Background: Cardiovascular disease, kidney health, and metabolic disease (CKM) syndrome is associated with significant morbidity and mortality, particularly from congestive heart failure (CHF). Guidelines recommend measurement of cardiac troponin (cTn) to identify subclinical heart failure (HF) in diabetics/CKM. However, appropriate thresholds and the impact from routine screening have not been elucidated.
Methods: cTnI was assessed using the Abbott high sensitivity (hs)-cTnI assay in outpatients with physician-ordered hemoglobin A1c (Hb A1c) and associated with cardiac comorbidities/diagnoses, demographics, and estimated glomerular filtration rate (eGFR). Risk thresholds used in CKM staging guidelines of >10 and >12 ng/L for females and males, respectively, were used. Multivariate logistic regression was applied. hs-cTnI was assessed in a high-fat-diet induced murine model of obesity and diabetes.
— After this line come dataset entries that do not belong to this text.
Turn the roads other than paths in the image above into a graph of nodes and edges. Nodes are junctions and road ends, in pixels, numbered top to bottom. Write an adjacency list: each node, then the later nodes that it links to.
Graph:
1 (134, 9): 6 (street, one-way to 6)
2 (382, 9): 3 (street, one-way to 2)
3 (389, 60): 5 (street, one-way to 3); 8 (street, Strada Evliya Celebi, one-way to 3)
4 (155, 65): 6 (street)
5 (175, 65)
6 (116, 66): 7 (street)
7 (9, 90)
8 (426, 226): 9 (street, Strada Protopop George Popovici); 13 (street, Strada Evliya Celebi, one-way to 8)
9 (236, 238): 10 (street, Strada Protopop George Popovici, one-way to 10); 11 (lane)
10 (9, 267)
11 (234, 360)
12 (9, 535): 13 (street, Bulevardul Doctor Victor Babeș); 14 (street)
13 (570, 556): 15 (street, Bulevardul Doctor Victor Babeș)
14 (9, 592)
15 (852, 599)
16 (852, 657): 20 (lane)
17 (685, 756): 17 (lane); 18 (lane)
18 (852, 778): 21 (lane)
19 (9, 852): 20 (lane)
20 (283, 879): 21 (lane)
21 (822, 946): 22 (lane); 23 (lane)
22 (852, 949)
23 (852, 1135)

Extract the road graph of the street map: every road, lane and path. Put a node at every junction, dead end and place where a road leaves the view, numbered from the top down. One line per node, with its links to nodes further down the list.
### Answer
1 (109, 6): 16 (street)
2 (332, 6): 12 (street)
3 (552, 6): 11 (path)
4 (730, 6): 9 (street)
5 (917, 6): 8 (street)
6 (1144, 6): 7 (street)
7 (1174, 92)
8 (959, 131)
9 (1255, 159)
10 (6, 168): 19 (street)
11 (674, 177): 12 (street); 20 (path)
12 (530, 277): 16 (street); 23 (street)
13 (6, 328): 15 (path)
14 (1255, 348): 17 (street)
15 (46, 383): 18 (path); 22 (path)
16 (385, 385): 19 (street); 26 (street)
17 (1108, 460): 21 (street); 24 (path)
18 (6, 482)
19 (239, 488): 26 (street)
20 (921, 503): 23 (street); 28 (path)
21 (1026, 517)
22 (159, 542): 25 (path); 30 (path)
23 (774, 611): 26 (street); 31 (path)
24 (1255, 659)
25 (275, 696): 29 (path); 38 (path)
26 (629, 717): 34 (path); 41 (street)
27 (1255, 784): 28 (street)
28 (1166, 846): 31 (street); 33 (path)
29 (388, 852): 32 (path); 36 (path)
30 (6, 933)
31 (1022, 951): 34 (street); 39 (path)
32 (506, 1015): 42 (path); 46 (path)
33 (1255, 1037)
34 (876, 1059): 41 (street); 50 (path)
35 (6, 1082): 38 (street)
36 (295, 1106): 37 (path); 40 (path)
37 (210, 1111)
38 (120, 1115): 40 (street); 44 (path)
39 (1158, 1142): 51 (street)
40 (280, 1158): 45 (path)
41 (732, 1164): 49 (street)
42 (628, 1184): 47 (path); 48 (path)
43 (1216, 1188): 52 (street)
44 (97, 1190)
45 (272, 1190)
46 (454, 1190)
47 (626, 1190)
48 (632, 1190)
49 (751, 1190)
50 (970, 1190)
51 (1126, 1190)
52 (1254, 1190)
Results: Of 1304 patients, 8.0% females and 15.7% males had cTnI concentrations above the risk thresholds. Thirty-one (4.2%) females and 23 (4.1%) males had cTnI above the sex-specific 99% upper reference limit. A correlation between hs-cTnI and Hb A1c (R = 0.2) and eGFR (R = -0.5) was observed. hs-cTnI concentrations increased stepwise based on A1C of <5.7% (median = 1.5, IQR:1.3-1.8), 5.7%-6.4% (2.1, 2.0-2.4), 6.5%-8.0% (2.8, 2.5-3.2), and >8% (2.8, 2.2-4.3). Male sex (P < 0.001), eGFR (P < 0.001), and CHF (P = 0.004) predicted elevated hs-cTnI. Obese and diabetic mice had increased hs-cTnI (7.3 ng/L, 4.2-10.4) relative to chow-fed mice (2.6 ng/L, 1.3-3.8).
Conclusion: A high proportion of outpatients with diabetes meet criteria for subclinical HF using hs-cTnI measurements. Glucose control is independently associated with elevated cTnI, a finding replicated in a murine model of metabolic syndrome.